The Russian Federation’s expulsion from the Council of Europe on March 16, 2022, and its forthcoming exit from the European Convention on Human Rights were precipitated by the invasion of Ukraine. But they follow a long and fraught history of conflict between Russia and European human rights institutions, a story that holds lessons about the proper purpose and composition of international formations aimed at protecting and promoting human rights.
In 2014, the Council of Europe’s Parliamentary Assembly (PACE) removed Russia’s voting rights following the annexation of Crimea and Russia’s support for separatists in Ukraine’s Donbas region.
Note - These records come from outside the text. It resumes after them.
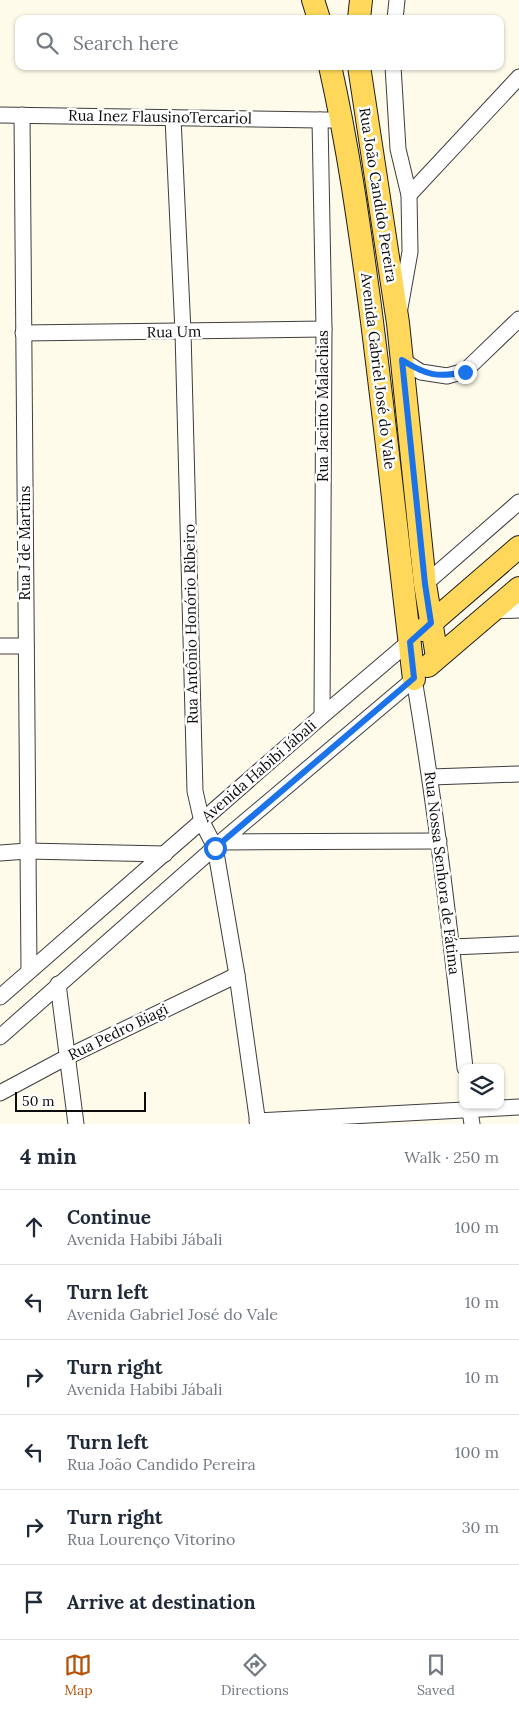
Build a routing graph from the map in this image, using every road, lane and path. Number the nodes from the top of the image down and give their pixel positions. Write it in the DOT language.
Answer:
graph roads {
  1 [pos="313,0"];
  2 [pos="361,0"];
  3 [pos="397,0"];
  4 [pos="318,15"];
  5 [pos="359,15"];
  6 [pos="395,15"];
  7 [pos="331,70"];
  8 [pos="360,70"];
  9 [pos="393,70"];
  10 [pos="518,82"];
  11 [pos="0,115"];
  12 [pos="22,115"];
  13 [pos="173,118"];
  14 [pos="320,120"];
  15 [pos="342,120"];
  16 [pos="408,194"];
  17 [pos="519,319"];
  18 [pos="398,323"];
  19 [pos="324,329"];
  20 [pos="183,332"];
  21 [pos="23,333"];
  22 [pos="402,360"];
  23 [pos="519,502"];
  24 [pos="519,547"];
  25 [pos="425,584"];
  26 [pos="519,588"];
  27 [pos="519,610"];
  28 [pos="492,611"];
  29 [pos="431,623"];
  30 [pos="410,642"];
  31 [pos="0,646"];
  32 [pos="26,646"];
  33 [pos="437,658"];
  34 [pos="414,678"];
  35 [pos="322,716"];
  36 [pos="519,774"];
  37 [pos="431,777"];
  38 [pos="202,822"];
  39 [pos="438,841"];
  40 [pos="219,845"];
  41 [pos="0,852"];
  42 [pos="27,852"];
  43 [pos="165,854"];
  44 [pos="519,944"];
  45 [pos="452,947"];
  46 [pos="29,971"];
  47 [pos="237,975"];
  48 [pos="58,984"];
  49 [pos="0,997"];
  50 [pos="0,1037"];
  51 [pos="67,1056"];
  52 [pos="465,1064"];
  53 [pos="0,1093"];
  54 [pos="519,1107"];
  55 [pos="470,1113"];
  56 [pos="258,1123"];
  57 [pos="76,1124"];
  1 -- 4 [label="main road"];
  2 -- 5 [label="main road"];
  3 -- 6 [label="street"];
  7 -- 15 [label="main road, Avenida Gabriel José do Vale"];
  8 -- 18 [label="main road, Rua João Candido Pereira"];
  9 -- 16 [label="street, Rua João Candido Pereira"];
  10 -- 16 [label="street"];
  11 -- 12 [label="street, Rua Inez FlausinoTercariol"];
  12 -- 13 [label="street, Rua Inez FlausinoTercariol"];
  12 -- 21 [label="street, Rua J de Martins"];
  13 -- 14 [label="street, Rua Inez FlausinoTercariol"];
  13 -- 20 [label="street, Rua Antônio Honório Ribeiro"];
  14 -- 15 [label="street"];
  14 -- 19 [label="street, Rua Jacinto Malachias"];
  15 -- 30 [label="main road, Avenida Gabriel José do Vale"];
  16 -- 18 [label="street, Rua João Candido Pereira"];
  17 -- 22 [label="street"];
  18 -- 22 [label="main road, Rua João Candido Pereira"];
  19 -- 20 [label="street, Rua Um"];
  19 -- 35 [label="street, Rua Jacinto Malachias"];
  20 -- 21 [label="street, Rua Um"];
  20 -- 38 [label="street, Rua Antônio Honório Ribeiro"];
  21 -- 32 [label="street, Rua J de Martins"];
  22 -- 25 [label="main road, Rua João Candido Pereira"];
  23 -- 25 [label="street"];
  24 -- 29 [label="main road, Avenida Habibi Jábali"];
  25 -- 29 [label="main road, Rua João Candido Pereira"];
  26 -- 28 [label="main road, Avenida Habibi Jábali"];
  27 -- 28 [label="street"];
  28 -- 33 [label="main road, Avenida Habibi Jábali"];
  29 -- 30 [label="main road, Avenida Habibi Jábali"];
  29 -- 33 [label="main road, Rua João Candido Pereira"];
  30 -- 34 [label="main road, Avenida Gabriel José do Vale"];
  30 -- 35 [label="street, Avenida Habibi Jábali"];
  31 -- 32 [label="street"];
  32 -- 42 [label="street, Rua J de Martins"];
  33 -- 34 [label="main road, Avenida Habibi Jábali"];
  34 -- 37 [label="street, Rua Nossa Senhora de Fátima"];
  34 -- 40 [label="street, Avenida Habibi Jábali"];
  35 -- 38 [label="street, Avenida Habibi Jábali"];
  36 -- 37 [label="street"];
  37 -- 39 [label="street, Rua Nossa Senhora de Fátima"];
  38 -- 40 [label="street, Rua Antônio Honório Ribeiro"];
  38 -- 43 [label="street, Avenida Habibi Jábali"];
  39 -- 40 [label="street"];
  39 -- 45 [label="street, Rua Nossa Senhora de Fátima"];
  40 -- 47 [label="street, Rua Antônio Honório Ribeiro"];
  40 -- 48 [label="street, Avenida Habibi Jábali"];
  41 -- 42 [label="street"];
  42 -- 43 [label="street"];
  42 -- 46 [label="street, Rua J de Martins"];
  43 -- 46 [label="street, Avenida Habibi Jábali"];
  44 -- 45 [label="street"];
  45 -- 52 [label="street, Rua Nossa Senhora de Fátima"];
  46 -- 49 [label="street, Avenida Habibi Jábali"];
  47 -- 51 [label="street, Rua Pedro Biagi"];
  47 -- 56 [label="street, Rua Antônio Honório Ribeiro"];
  48 -- 50 [label="street, Avenida Habibi Jábali"];
  48 -- 51 [label="street"];
  51 -- 53 [label="street, Rua Pedro Biagi"];
  51 -- 57 [label="street"];
  54 -- 55 [label="street"];
  55 -- 56 [label="street"];
}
Russia subsequently threatened to withdraw altogether; in response, and with support from France and Germany, the Council voted to restore Russia’s rights in 2019. The body suspended Russia’s voting rights in PACE before, in 2000 and 2001, because of atrocities committed in the Second Chechen War.
The attack on Ukraine exceeded European tolerance levels for Russian aggression. The Russian Ministry of Foreign Affairs took steps to leave the Council the day before being expelled, and its statement reveals how the government misunderstood the organization. Russia claimed the Council “was created to consolidate the unity of European peoples… as a depoliticised entity destined to become the humanitarian and legal fabric of Greater Europe from Lisbon to Vladivostok.” Russia accused European Union and NATO members of the Council of transforming it into an “anti-Russia policy tool, while rejecting dialogue on equal terms.”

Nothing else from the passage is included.